Kavas Jamas Badshah (also Kavasji Jamasji Badshah) OBE, (1858 Mumbai - 1931) was a senior officer of the Indian Civil Service who retired to Ipswich, Suffolk where he contributed to civil life and served as Mayor of Ipswich.

==Education==
Badshah was educated at the Elphinstone High School, Mumbai followed by Bombay University. He then completed his education at University College London. He passed the exam for the Indian Civil Service in 1877 and took up appointment on 12 November 1879.

==Career in Indian Civil Service==
- 1879: Commissioner of Excise and Salt, Bengal (Indian Salt Service)
- 1887: Post-Master of North Western Provinces and Oudh
- 1896: Deputy Director-General of the Post Office
- 1897: Comptroller of the Post Office
- 1902: Post Master General, Bengal

==Family life==
Badshah married Emma Collington Pierson in 1885. Their son, Cecil Pierson Badshah was born in 1886 followed by Lilian Mary Collington Badshah on 14 Sep 1890 in Allahabad. His family settled in Ipswich in 1892, with Badshah joining them when he retired in 1904.
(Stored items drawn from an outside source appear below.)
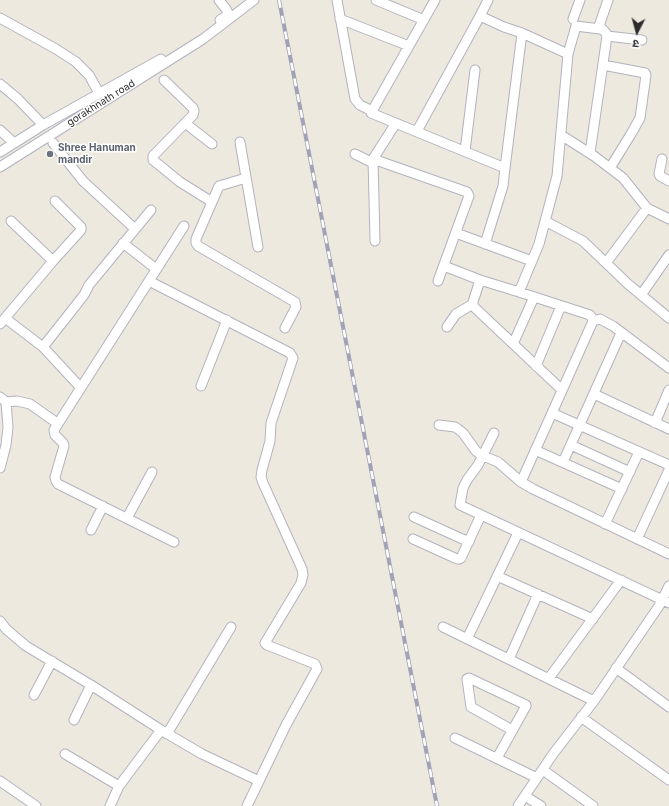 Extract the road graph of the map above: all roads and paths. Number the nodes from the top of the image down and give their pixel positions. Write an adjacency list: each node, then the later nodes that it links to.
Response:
1 (219, 0): 24 (street)
2 (254, 0): 42 (street, gorakhnath road)
3 (336, 0): 11 (street)
4 (376, 0): 13 (street)
5 (435, 0): 13 (street)
6 (488, 0): 9 (street)
7 (580, 0): 12 (street)
8 (608, 0): 14 (street)
9 (480, 16): 15 (street); 30 (street)
10 (0, 18): 24 (street)
11 (340, 19): 18 (street); 25 (street)
12 (573, 19)
13 (424, 20): 18 (street)
14 (600, 28): 16 (street); 19 (street)
15 (522, 33): 19 (street); 43 (street)
16 (607, 36): 17 (street); 20 (street)
17 (642, 40)
18 (409, 46): 25 (street)
19 (568, 54): 31 (street)
20 (603, 65): 38 (street); 44 (street)
21 (475, 70): 36 (street)
22 (164, 80): 26 (street)
23 (0, 84): 28 (street)
24 (100, 93): 28 (street)
25 (372, 111): 27 (street)
26 (185, 123): 35 (street); 48 (street)
27 (396, 123): 30 (street); 41 (street)
28 (43, 125): 33 (street)
29 (0, 130): 33 (street)
30 (416, 131): 36 (street)
31 (561, 135): 38 (street); 53 (street)
32 (240, 142): 45 (street)
33 (14, 143): 37 (street)
34 (54, 143): 55 (street)
35 (212, 144)
36 (465, 151): 43 (street)
37 (0, 152)
38 (590, 153): 44 (street)
39 (355, 154): 41 (street)
40 (662, 159): 46 (street)
41 (373, 161): 56 (street); 57 (street)
42 (0, 167)
43 (505, 168): 59 (street)
44 (610, 168): 49 (street)
45 (246, 178): 48 (street); 60 (street)
46 (669, 181)
47 (55, 201): 62 (street)
48 (212, 202): 80 (street)
49 (647, 208): 51 (street); 64 (street)
50 (151, 210): 55 (street)
51 (669, 219)
52 (11, 221): 62 (street)
53 (545, 221): 63 (street); 64 (street)
54 (184, 226): 66 (street)
55 (135, 229): 58 (street)
56 (456, 232): 59 (street); 65 (street)
57 (375, 241)
58 (123, 243): 66 (street); 83 (street)
59 (485, 244): 63 (street)
60 (258, 247)
61 (669, 255): 71 (street)
62 (53, 261): 77 (street)
63 (532, 261): 70 (street)
64 (606, 263): 71 (street)
65 (444, 266): 67 (street); 69 (street)
66 (156, 269): 68 (street)
67 (480, 280): 70 (street); 73 (street)
68 (149, 281): 76 (street); 87 (street)
69 (438, 281)
70 (519, 292): 72 (street)
71 (641, 295): 75 (street)
72 (534, 297): 74 (street); 82 (street)
73 (473, 304): 79 (street); 82 (street)
74 (561, 306): 78 (street); 84 (street)
75 (669, 318)
76 (227, 320): 86 (street); 152 (street)
77 (3, 321): 83 (street)
78 (593, 321): 81 (street); 88 (street)
79 (447, 327)
80 (285, 328)
81 (621, 333): 85 (street); 90 (street)
82 (513, 344): 84 (street)
83 (43, 347): 87 (street)
84 (536, 366): 88 (street)
85 (669, 368)
86 (201, 386)
87 (81, 388): 94 (street)
88 (562, 390): 92 (street)
89 (669, 390): 93 (street)
90 (594, 394): 93 (street); 96 (street)
91 (3, 399): 94 (street); 105 (street)
92 (552, 413): 96 (street); 100 (street)
93 (655, 422): 97 (street)
94 (57, 423): 111 (street)
95 (439, 425): 102 (street)
96 (580, 425): 99 (street); 101 (street)
97 (669, 429)
98 (494, 433): 102 (street)
99 (571, 444): 103 (street); 108 (street)
100 (535, 450): 103 (street); 109 (street)
101 (639, 452): 104 (street); 108 (street)
102 (483, 455): 109 (street); 112 (street)
103 (563, 462): 110 (street)
104 (669, 465)
105 (0, 468)
106 (669, 470): 119 (street)
107 (152, 472): 114 (street)
108 (630, 472): 110 (street)
109 (521, 482): 115 (street)
110 (622, 489): 115 (street)
111 (103, 506): 114 (street); 116 (street)
112 (481, 515): 117 (street); 121 (street)
113 (414, 517): 121 (street)
114 (126, 518): 120 (street)
115 (605, 524): 119 (street)
116 (91, 530)
117 (518, 533): 123 (street); 124 (street)
118 (413, 539): 121 (street)
119 (637, 539): 122 (street)
120 (174, 542)
121 (469, 542)
122 (669, 554)
123 (497, 576): 126 (street); 132 (street)
124 (621, 580): 127 (street); 128 (street)
125 (669, 586): 127 (street)
126 (538, 594): 128 (street); 133 (street)
127 (666, 601): 135 (street)
128 (592, 619): 136 (street)
129 (0, 621): 134 (street)
130 (231, 627): 144 (street)
131 (443, 627): 132 (street)
132 (467, 639): 133 (street)
133 (509, 659): 136 (street)
134 (52, 661): 137 (street); 138 (street)
135 (616, 668): 139 (street); 140 (street)
136 (549, 678): 139 (street)
137 (91, 685): 142 (street); 144 (street)
138 (34, 695)
139 (594, 701): 141 (street)
140 (669, 707)
141 (581, 717): 148 (street); 150 (street)
142 (74, 720)
143 (512, 730): 143 (street); 147 (street)
144 (164, 732): 152 (street); 153 (street)
145 (455, 738): 147 (street)
146 (65, 754): 153 (street)
147 (497, 758): 149 (street)
148 (543, 770): 149 (street); 160 (street)
149 (537, 778): 154 (street)
150 (669, 780)
151 (0, 781): 155 (street)
152 (259, 781): 157 (street)
153 (119, 786): 156 (street)
154 (525, 796): 158 (street); 159 (street)
155 (36, 806)
156 (110, 806)
157 (247, 806)
158 (518, 806)
159 (541, 806)
160 (594, 806)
His son Cecil qualified as a solicitor and changed his name to Cecil Pierson Bradshaw in 1915. He died on 29 September 1919 in Ipswich, survived by his wife and daughter.

==Civic career in Ipswich==
In 1913 he was elected for Middle Ward, Ipswich, becoming mayor for the period 1925-6. In 1918 he was awarded the Order of the British Empire for war services.